Problem to solve -
I'd like every line in the following listing that holds "street" copied.

*** Source records Section Begins ***

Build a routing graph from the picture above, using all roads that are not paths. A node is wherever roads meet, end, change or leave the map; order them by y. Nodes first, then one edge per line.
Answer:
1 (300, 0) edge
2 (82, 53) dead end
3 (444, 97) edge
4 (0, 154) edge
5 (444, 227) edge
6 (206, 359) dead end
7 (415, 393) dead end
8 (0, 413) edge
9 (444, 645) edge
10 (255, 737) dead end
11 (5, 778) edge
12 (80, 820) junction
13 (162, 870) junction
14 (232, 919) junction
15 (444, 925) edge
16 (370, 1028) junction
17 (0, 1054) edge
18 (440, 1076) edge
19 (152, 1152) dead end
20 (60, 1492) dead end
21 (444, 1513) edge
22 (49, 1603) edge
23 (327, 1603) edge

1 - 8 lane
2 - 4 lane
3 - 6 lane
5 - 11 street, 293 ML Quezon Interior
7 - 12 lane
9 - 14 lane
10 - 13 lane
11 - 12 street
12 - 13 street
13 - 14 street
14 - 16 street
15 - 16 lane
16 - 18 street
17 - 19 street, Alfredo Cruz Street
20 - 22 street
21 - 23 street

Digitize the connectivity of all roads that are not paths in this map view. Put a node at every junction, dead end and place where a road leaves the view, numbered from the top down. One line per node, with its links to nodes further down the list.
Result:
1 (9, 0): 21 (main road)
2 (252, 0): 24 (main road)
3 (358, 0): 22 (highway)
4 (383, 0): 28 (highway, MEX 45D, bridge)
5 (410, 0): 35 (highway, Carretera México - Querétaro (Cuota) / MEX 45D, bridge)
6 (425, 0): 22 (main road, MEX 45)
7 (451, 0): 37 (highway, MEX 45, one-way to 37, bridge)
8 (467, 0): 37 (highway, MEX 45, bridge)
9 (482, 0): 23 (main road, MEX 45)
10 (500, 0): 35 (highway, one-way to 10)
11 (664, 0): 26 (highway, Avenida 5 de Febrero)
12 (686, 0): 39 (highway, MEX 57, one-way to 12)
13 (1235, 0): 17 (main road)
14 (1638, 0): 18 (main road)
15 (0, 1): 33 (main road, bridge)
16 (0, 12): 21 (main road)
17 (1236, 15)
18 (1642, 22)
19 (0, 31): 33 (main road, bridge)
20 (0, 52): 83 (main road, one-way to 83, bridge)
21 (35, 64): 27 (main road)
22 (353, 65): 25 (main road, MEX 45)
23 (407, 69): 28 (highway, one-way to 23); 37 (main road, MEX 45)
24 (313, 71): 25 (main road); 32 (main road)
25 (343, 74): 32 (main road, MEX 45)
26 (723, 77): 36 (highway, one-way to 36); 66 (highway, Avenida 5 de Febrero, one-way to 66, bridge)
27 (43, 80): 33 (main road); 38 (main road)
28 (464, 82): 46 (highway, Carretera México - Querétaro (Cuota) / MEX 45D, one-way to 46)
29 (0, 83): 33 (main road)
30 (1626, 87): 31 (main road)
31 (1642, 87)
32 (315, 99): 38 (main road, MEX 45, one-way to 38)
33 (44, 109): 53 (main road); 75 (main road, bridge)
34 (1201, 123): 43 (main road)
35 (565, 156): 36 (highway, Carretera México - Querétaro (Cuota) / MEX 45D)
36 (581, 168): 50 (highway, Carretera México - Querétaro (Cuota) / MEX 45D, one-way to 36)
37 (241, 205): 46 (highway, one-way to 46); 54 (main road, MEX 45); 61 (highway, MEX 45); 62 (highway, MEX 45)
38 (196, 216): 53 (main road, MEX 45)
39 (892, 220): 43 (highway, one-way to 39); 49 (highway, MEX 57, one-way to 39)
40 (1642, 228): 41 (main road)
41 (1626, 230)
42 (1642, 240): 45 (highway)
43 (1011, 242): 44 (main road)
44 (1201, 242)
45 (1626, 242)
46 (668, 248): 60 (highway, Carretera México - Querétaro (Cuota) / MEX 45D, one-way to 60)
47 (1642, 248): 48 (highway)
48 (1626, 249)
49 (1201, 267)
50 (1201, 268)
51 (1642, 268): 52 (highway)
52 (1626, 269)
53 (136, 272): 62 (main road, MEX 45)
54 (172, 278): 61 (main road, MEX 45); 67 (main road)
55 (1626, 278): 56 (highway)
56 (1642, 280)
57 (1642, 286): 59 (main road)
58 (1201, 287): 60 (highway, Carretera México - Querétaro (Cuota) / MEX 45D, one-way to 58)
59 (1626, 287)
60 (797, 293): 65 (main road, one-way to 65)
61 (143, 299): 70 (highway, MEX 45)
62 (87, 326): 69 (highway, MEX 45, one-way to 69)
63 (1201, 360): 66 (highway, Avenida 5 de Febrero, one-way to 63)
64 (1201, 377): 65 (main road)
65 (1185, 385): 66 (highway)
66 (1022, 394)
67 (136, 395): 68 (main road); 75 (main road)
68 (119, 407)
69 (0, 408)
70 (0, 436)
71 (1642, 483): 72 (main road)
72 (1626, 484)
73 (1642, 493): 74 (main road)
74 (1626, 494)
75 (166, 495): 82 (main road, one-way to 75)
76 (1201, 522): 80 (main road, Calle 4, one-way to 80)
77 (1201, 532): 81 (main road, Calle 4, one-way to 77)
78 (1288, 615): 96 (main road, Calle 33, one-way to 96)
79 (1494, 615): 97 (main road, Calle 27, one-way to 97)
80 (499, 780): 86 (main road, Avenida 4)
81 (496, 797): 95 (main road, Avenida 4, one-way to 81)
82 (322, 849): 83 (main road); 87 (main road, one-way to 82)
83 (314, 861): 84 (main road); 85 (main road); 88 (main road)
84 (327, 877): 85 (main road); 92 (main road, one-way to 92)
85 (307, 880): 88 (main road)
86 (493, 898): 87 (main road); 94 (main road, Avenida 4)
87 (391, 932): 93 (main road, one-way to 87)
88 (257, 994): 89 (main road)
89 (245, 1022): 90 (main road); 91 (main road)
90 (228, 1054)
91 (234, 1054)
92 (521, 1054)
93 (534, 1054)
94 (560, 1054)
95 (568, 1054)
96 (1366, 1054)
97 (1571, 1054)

*** Source records Section Ends ***

Answer section -
5 - 11 street, 293 ML Quezon Interior
11 - 12 street
12 - 13 street
13 - 14 street
14 - 16 street
16 - 18 street
17 - 19 street, Alfredo Cruz Street
20 - 22 street
21 - 23 street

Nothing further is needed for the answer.